▶ What is required
Go through the listing and pick out each line with the word "Хохрякова" in it.

▶ Exercise data
- Opening Delimiter -

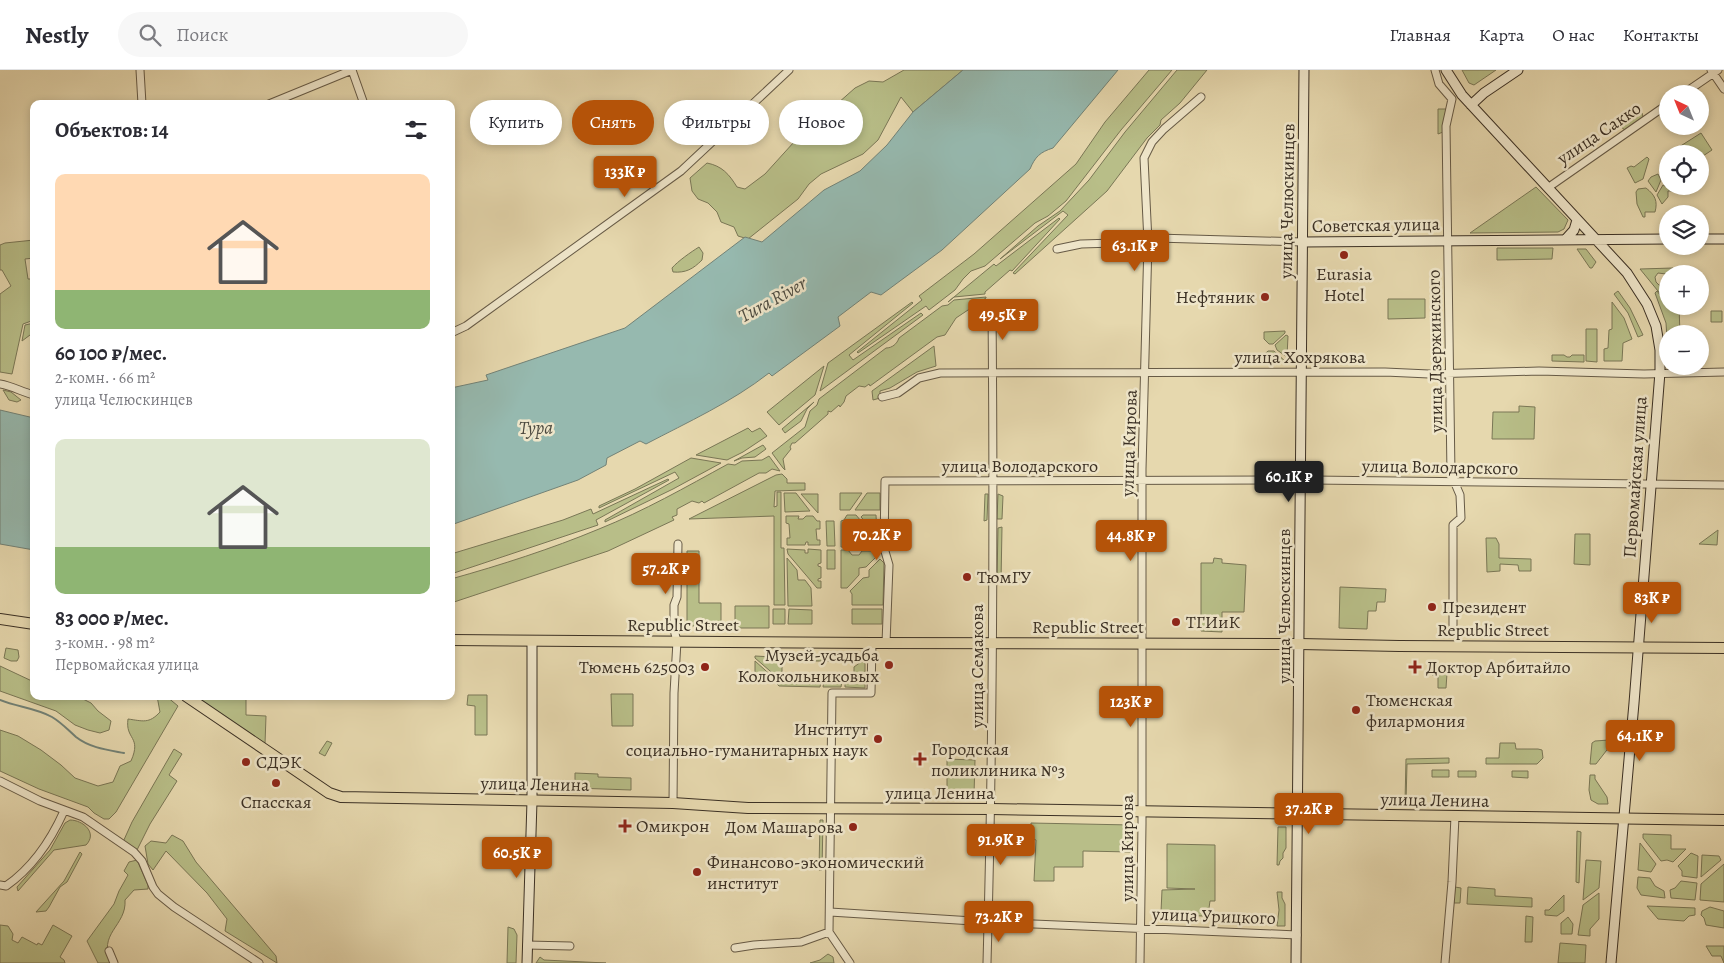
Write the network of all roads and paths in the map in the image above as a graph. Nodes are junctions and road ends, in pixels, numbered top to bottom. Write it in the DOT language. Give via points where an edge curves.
graph roads {
  1 [pos="140,70"];
  2 [pos="352,70"];
  3 [pos="789,70"];
  4 [pos="1304,70"];
  5 [pos="1435,70"];
  6 [pos="1446,70"];
  7 [pos="1518,70"];
  8 [pos="1714,71"];
  9 [pos="1695,85"];
  10 [pos="1724,89"];
  11 [pos="1201,97"];
  12 [pos="142,100"];
  13 [pos="279,100"];
  14 [pos="363,100"];
  15 [pos="1471,104"];
  16 [pos="1659,110"];
  17 [pos="1549,186"];
  18 [pos="1578,220"];
  19 [pos="1598,239"];
  20 [pos="1659,239"];
  21 [pos="1709,239"];
  22 [pos="1724,239"];
  23 [pos="1449,240"];
  24 [pos="1565,240"];
  25 [pos="1148,242"];
  26 [pos="1303,242"];
  27 [pos="1057,249"];
  28 [pos="992,308"];
  29 [pos="455,331"];
  30 [pos="1659,344"];
  31 [pos="1145,372"];
  32 [pos="1659,372"];
  33 [pos="1709,372"];
  34 [pos="1724,372"];
  35 [pos="992,373"];
  36 [pos="1302,373"];
  37 [pos="1450,374"];
  38 [pos="1660,375"];
  39 [pos="0,384"];
  40 [pos="30,394"];
  41 [pos="882,397"];
  42 [pos="1142,480"];
  43 [pos="1301,480"];
  44 [pos="994,481"];
  45 [pos="1456,483"];
  46 [pos="1652,485"];
  47 [pos="1724,485"];
  48 [pos="678,544"];
  49 [pos="0,618"];
  50 [pos="30,623"];
  51 [pos="1452,633"];
  52 [pos="455,640"];
  53 [pos="532,641"];
  54 [pos="677,641"];
  55 [pos="886,642"];
  56 [pos="872,643"];
  57 [pos="992,643"];
  58 [pos="1143,644"];
  59 [pos="1300,644"];
  60 [pos="1638,648"];
  61 [pos="1724,648"];
  62 [pos="192,700"];
  63 [pos="0,781"];
  64 [pos="532,801"];
  65 [pos="673,803"];
  66 [pos="830,807"];
  67 [pos="991,809"];
  68 [pos="64,811"];
  69 [pos="1142,811"];
  70 [pos="1298,814"];
  71 [pos="1455,816"];
  72 [pos="1624,819"];
  73 [pos="1724,820"];
  74 [pos="0,885"];
  75 [pos="830,912"];
  76 [pos="989,922"];
  77 [pos="1141,928"];
  78 [pos="829,932"];
  79 [pos="1297,935"];
  80 [pos="527,944"];
  81 [pos="570,946"];
  82 [pos="735,948"];
  83 [pos="109,951"];
  84 [pos="114,963"];
  85 [pos="258,963"];
  86 [pos="527,963"];
  87 [pos="850,963"];
  88 [pos="988,963"];
  89 [pos="1140,963"];
  90 [pos="1296,963"];
  91 [pos="1444,963"];
  92 [pos="1611,963"];
  1 -- 12 [label="street"];
  2 -- 13 [label="street"];
  2 -- 14 [label="street"];
  3 -- 29 [label="street" via="681,171"];
  4 -- 26 [label="main road, улица Челюскинцев"];
  5 -- 23 [label="street, улица Дзержинского" via="1439,84 1452,99 1446,126"];
  6 -- 15 [label="main road, Первомайская улица"];
  7 -- 15 [label="main road"];
  8 -- 9 [label="street"];
  8 -- 10 [label="street"];
  11 -- 25 [label="street, улица Кирова" via="1164,129 1144,158"];
  15 -- 17 [label="main road, Первомайская улица"];
  16 -- 17 [label="street, улица Сакко"];
  17 -- 18 [label="main road, Первомайская улица"];
  18 -- 19 [label="main road, Первомайская улица"];
  18 -- 24 [label="main road"];
  19 -- 20 [label="main road, Советская улица"];
  19 -- 24 [label="main road, Советская улица"];
  19 -- 30 [label="main road, Первомайская улица" via="1628,273 1647,304"];
  21 -- 22 [label="main road"];
  23 -- 24 [label="main road, Советская улица"];
  23 -- 26 [label="main road, Советская улица"];
  23 -- 37 [label="street, улица Дзержинского"];
  25 -- 26 [label="street, Советская улица" via="1156,238"];
  25 -- 27 [label="street, Советская улица" via="1081,244"];
  25 -- 31 [label="street, улица Кирова"];
  26 -- 36 [label="main road, улица Челюскинцев"];
  28 -- 35 [label="street, улица Семакова"];
  31 -- 35 [label="street, улица Хохрякова"];
  31 -- 36 [label="street, улица Хохрякова"];
  31 -- 42 [label="street, улица Кирова"];
  32 -- 37 [label="street, улица Хохрякова"];
  33 -- 34 [label="street, улица Хохрякова"];
  35 -- 41 [label="street, улица Хохрякова" via="940,373 919,378 898,393"];
  35 -- 44 [label="street, улица Семакова"];
  36 -- 37 [label="street, улица Хохрякова"];
  36 -- 43 [label="main road, улица Челюскинцев"];
  37 -- 45 [label="street, улица Дзержинского" via="1451,474"];
  38 -- 46 [label="main road, Первомайская улица"];
  39 -- 40 [label="street"];
  42 -- 43 [label="street, улица Володарского"];
  42 -- 44 [label="street, улица Володарского"];
  42 -- 58 [label="street, улица Кирова"];
  43 -- 45 [label="street, улица Володарского"];
  43 -- 59 [label="main road, улица Челюскинцев"];
  44 -- 55 [label="street, улица Володарского" via="885,481 884,548 889,565"];
  44 -- 57 [label="street, улица Семакова"];
  45 -- 46 [label="street, улица Володарского"];
  45 -- 51 [label="street, улица Дзержинского" via="1460,494 1460,518 1453,525"];
  46 -- 47 [label="street, улица Володарского"];
  46 -- 60 [label="main road, Первомайская улица"];
  48 -- 54 [label="street" via="674,605"];
  49 -- 50 [label="main road"];
  52 -- 53 [label="main road, Republic Street"];
  53 -- 54 [label="main road, Republic Street"];
  53 -- 64 [label="main road"];
  54 -- 56 [label="main road, Republic Street"];
  54 -- 65 [label="street"];
  55 -- 56 [label="main road, Republic Street"];
  55 -- 57 [label="main road, Republic Street"];
  56 -- 66 [label="street" via="871,693 832,693"];
  57 -- 58 [label="main road, Republic Street"];
  57 -- 67 [label="street, улица Семакова"];
  58 -- 59 [label="main road, Republic Street"];
  58 -- 69 [label="street, улица Кирова"];
  59 -- 60 [label="main road, Republic Street"];
  59 -- 70 [label="main road, улица Челюскинцев"];
  60 -- 61 [label="main road, Republic Street"];
  60 -- 72 [label="main road, Первомайская улица"];
  62 -- 64 [label="main road, улица Ленина" via="330,793 341,796"];
  63 -- 68 [label="street"];
  64 -- 65 [label="main road, улица Ленина"];
  64 -- 80 [label="main road"];
  65 -- 66 [label="main road, улица Ленина" via="748,808"];
  66 -- 67 [label="main road, улица Ленина"];
  66 -- 75 [label="street"];
  67 -- 69 [label="main road, улица Ленина"];
  67 -- 76 [label="street, улица Семакова"];
  68 -- 74 [label="street" via="57,828 33,861 6,886"];
  68 -- 85 [label="street" via="83,817 134,852 158,894"];
  69 -- 70 [label="main road, улица Ленина"];
  69 -- 77 [label="street, улица Кирова"];
  70 -- 71 [label="main road, улица Ленина"];
  70 -- 79 [label="main road, улица Челюскинцев"];
  71 -- 72 [label="main road, улица Ленина"];
  71 -- 91 [label="street"];
  72 -- 73 [label="main road, улица Ленина"];
  72 -- 92 [label="main road, Первомайская улица"];
  75 -- 76 [label="street, улица Урицкого"];
  75 -- 78 [label="street"];
  76 -- 77 [label="street, улица Урицкого"];
  76 -- 88 [label="street, улица Семакова"];
  77 -- 79 [label="street, улица Урицкого"];
  77 -- 89 [label="street, улица Кирова"];
  78 -- 82 [label="street" via="801,942"];
  78 -- 87 [label="street"];
  79 -- 90 [label="main road, улица Челюскинцев"];
  80 -- 81 [label="street"];
  80 -- 86 [label="main road"];
  83 -- 84 [label="street"];
}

- Closing Delimiter -

▶ Output for this task
  31 -- 35 [label="street, улица Хохрякова"];
  31 -- 36 [label="street, улица Хохрякова"];
  32 -- 37 [label="street, улица Хохрякова"];
  33 -- 34 [label="street, улица Хохрякова"];
  35 -- 41 [label="street, улица Хохрякова" via="940,373 919,378 898,393"];
  36 -- 37 [label="street, улица Хохрякова"];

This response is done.